To begin, a model for squared numbers will be introduced and used to devise a method to create all Pythagorean (x^2 + y^2 = z^2) relationships. Equations will be derived from this process which indicate the existence of a Pythagorean equation in the model for squared numbers.
A model for higher powers of "n" will then be introduced. This model will be an extension of the model for squared numbers. Simple manipulations of this model will show that the "end game" packaging of quantities postulated to be x^n and y^n into spaces known to be x^n and yn requires that x, y, and z form a Pythagorean equation ! This is totally incompatible with the postulation that x^n + y^n = z^n where n >2.
The proof is thus Reductio ad Absurdum. . The recogniton of the afore-mentioned equations in the packaging process is the essence of the proof.
Originally posted by matt grime
But your confidence appears to be misplaced. As I said it contains two obviously false assertions about generating pythagorean triples and claiming a reductio ad absurdum proof. The proof in case n=3 is half reasoned and not convincing and appears to make some unjustified conclusions about possible cases. That isn't to say the n=3 argument is wrong, just that it needs more examing.
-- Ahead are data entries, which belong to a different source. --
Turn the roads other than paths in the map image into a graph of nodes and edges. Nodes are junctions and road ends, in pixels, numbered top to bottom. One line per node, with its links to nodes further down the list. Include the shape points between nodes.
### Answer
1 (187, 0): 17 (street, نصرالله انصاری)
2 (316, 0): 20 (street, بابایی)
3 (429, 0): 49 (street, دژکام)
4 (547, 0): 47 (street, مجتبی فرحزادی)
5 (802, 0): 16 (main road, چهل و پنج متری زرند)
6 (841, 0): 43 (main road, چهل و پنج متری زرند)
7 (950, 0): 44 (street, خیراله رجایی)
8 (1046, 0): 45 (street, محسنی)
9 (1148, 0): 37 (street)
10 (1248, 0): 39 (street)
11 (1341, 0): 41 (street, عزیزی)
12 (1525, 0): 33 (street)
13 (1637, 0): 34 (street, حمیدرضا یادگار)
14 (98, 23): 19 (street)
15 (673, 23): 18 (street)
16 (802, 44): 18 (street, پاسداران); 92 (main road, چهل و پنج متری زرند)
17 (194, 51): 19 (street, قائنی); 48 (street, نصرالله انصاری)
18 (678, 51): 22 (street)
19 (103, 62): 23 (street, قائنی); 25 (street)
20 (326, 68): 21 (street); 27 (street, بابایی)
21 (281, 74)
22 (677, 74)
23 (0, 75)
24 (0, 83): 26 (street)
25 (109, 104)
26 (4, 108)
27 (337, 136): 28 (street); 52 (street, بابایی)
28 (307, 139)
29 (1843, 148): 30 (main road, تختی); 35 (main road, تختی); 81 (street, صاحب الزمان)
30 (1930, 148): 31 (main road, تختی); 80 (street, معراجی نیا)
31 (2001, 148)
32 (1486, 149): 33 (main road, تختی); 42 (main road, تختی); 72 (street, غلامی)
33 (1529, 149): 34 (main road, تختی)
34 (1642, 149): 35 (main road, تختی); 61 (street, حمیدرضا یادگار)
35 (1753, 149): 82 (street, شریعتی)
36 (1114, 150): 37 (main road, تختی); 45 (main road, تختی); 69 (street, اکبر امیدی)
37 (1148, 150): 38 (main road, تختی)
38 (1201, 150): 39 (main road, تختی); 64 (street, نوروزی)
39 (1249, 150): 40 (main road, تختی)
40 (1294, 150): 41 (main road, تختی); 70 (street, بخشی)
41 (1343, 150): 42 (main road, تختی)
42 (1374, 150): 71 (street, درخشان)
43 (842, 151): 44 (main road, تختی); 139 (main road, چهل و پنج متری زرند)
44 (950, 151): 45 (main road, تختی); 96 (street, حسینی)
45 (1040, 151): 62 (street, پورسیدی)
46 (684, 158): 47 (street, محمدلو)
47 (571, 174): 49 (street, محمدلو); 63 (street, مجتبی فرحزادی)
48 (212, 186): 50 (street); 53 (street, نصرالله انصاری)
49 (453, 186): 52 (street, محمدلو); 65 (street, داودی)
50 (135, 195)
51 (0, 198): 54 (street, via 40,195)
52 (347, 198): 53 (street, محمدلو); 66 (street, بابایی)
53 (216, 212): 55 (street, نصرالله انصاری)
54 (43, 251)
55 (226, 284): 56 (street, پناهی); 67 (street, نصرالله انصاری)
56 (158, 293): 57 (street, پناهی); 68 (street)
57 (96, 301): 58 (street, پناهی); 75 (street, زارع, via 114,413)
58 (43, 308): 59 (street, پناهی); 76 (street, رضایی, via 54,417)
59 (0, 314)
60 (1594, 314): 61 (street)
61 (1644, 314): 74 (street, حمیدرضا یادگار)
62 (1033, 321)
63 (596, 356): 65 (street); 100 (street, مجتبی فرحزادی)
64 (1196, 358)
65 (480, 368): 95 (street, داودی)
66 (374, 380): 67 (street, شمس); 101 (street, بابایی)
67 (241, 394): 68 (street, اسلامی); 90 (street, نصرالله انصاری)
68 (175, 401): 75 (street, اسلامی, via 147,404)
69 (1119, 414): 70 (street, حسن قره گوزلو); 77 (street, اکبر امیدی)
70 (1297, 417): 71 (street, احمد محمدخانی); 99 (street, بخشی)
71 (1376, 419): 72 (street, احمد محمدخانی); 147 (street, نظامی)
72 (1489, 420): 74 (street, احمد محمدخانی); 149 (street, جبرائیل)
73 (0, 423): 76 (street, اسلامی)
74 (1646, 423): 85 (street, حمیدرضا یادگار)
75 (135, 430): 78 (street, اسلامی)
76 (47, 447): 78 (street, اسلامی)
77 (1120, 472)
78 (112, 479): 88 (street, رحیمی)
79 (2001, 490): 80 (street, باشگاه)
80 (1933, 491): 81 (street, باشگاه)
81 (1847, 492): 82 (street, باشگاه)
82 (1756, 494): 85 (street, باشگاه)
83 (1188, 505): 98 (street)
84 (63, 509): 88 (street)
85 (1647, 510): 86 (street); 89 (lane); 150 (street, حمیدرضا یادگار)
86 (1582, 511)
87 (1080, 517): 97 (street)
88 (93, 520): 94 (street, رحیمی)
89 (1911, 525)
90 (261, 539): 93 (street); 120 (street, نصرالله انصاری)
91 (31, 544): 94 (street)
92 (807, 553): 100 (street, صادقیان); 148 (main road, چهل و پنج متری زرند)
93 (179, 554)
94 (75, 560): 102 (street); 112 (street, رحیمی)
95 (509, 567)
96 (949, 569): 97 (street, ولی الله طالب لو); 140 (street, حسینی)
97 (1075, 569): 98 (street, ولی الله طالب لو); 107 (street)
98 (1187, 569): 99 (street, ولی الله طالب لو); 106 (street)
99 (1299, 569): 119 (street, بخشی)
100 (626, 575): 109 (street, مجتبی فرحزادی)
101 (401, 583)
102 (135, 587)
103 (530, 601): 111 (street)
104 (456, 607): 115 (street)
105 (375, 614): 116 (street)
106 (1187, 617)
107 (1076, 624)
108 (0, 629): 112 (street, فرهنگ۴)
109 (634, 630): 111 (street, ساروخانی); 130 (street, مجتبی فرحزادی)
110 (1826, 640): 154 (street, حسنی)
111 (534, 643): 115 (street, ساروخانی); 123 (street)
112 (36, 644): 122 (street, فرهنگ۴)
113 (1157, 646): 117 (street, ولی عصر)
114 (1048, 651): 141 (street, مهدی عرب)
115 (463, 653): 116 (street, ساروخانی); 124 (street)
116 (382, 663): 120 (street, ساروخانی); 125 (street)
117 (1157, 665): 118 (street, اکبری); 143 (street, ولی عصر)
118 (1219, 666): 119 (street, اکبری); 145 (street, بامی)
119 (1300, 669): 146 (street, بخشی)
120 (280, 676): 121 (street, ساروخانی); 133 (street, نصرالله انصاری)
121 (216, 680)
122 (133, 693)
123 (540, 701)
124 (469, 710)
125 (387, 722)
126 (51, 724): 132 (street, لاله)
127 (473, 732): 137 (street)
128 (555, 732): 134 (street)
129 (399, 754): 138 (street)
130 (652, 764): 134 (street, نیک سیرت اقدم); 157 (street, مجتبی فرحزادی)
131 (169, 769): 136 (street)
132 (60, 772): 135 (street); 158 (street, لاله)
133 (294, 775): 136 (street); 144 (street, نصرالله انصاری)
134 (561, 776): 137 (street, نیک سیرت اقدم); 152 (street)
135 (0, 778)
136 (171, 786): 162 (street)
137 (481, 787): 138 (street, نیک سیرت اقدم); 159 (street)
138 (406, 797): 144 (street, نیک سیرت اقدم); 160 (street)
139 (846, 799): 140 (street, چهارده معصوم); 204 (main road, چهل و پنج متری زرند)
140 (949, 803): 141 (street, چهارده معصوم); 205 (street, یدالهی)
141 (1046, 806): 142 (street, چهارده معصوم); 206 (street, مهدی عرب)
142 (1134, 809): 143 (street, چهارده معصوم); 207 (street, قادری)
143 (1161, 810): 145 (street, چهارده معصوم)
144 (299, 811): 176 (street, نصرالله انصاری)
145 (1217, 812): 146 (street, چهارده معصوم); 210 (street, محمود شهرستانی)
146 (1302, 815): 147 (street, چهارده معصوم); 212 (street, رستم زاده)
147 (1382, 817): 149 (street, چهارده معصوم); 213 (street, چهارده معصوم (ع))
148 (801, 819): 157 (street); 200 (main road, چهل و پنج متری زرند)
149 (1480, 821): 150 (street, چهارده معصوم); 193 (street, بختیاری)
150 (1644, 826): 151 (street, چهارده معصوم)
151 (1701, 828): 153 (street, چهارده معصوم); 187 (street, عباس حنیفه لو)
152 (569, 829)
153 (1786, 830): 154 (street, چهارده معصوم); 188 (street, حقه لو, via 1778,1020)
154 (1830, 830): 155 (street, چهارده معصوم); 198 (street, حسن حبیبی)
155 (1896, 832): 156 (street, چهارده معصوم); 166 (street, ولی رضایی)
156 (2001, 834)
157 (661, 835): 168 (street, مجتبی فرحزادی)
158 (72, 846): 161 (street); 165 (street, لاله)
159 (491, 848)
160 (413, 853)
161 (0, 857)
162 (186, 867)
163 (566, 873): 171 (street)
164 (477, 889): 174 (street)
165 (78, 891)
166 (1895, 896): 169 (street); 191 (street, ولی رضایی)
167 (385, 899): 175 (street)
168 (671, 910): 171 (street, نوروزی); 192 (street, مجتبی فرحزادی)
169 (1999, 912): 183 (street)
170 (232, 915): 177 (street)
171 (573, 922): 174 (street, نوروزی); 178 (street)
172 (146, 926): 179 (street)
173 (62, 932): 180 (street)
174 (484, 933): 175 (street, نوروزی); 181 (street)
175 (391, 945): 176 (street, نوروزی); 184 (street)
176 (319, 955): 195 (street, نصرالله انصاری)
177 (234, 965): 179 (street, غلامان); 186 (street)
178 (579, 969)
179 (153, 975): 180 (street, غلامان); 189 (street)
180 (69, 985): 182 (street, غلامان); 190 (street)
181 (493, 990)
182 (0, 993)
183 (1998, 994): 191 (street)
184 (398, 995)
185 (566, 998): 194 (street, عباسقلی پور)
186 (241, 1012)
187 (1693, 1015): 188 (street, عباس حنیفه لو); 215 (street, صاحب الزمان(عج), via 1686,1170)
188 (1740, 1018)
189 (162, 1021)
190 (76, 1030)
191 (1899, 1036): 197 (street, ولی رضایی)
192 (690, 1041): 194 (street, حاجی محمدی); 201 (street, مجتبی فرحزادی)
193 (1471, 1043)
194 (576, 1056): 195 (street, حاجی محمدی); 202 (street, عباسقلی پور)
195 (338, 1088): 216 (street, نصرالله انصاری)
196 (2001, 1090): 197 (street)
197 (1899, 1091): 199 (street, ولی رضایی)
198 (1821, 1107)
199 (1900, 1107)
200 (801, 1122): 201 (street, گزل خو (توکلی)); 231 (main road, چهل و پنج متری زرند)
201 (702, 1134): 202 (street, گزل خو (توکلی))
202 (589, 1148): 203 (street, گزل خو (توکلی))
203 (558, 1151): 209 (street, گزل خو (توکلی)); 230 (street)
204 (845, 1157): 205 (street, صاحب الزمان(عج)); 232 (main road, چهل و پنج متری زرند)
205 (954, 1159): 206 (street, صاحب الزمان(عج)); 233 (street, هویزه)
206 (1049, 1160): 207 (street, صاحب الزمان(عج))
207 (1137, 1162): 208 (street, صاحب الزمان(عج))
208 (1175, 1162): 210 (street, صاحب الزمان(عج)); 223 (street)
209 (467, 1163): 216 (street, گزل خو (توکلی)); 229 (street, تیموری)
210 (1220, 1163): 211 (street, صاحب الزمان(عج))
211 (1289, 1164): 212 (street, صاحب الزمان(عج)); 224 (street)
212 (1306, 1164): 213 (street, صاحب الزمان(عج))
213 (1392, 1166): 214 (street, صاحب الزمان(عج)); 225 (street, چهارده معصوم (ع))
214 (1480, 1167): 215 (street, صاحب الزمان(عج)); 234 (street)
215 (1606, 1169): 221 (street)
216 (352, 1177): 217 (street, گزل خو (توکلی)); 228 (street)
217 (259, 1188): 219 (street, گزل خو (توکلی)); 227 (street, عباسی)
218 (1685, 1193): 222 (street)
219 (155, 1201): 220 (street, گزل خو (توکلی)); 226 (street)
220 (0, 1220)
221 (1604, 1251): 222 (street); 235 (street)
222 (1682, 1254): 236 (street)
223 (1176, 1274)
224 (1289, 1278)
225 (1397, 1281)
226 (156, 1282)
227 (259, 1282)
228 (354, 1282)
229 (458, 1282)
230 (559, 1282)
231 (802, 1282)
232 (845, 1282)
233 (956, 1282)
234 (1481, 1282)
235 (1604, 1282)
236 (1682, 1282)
If you are genuine and not just a troll you should look at it and think about it - it uses nothing more than high school maths.
As the number of prime factors in "r" increases, the number of P. triplets doubles with each additional prime as follows:
"r" in prime factors Numerical value of "r" No. of P. triplets generated
2(1*3*5*7*11) 2310 16
2(1*3*5*7*11*13) 30030 32
2(1*3*5*7*11*13*17) 510510 64
2(1*3*5*7*11*13*17*19) 9699690 128
This method generates all valid Pythagorean triplets. Since any given P. triplet can be shown to have an even root number, "r", as shown in Figures 2 and 3, the P. triplet will eventually be generated as sequential even root numbers are selected and processed. The only limitations will be the capacity of the computational devices used.
Originally posted by matt grime
please read the first reply i gave on this where i asked if the generation was of the form I rewrote without the ambibuigty in the decompositions into prime factors (P_1P_2... is used as is p_1p_2p_3p_4... and p_3p_4... which is ambiguous as it is not clear what the ...means) where I prove that 5,12,13 is not of the form specified.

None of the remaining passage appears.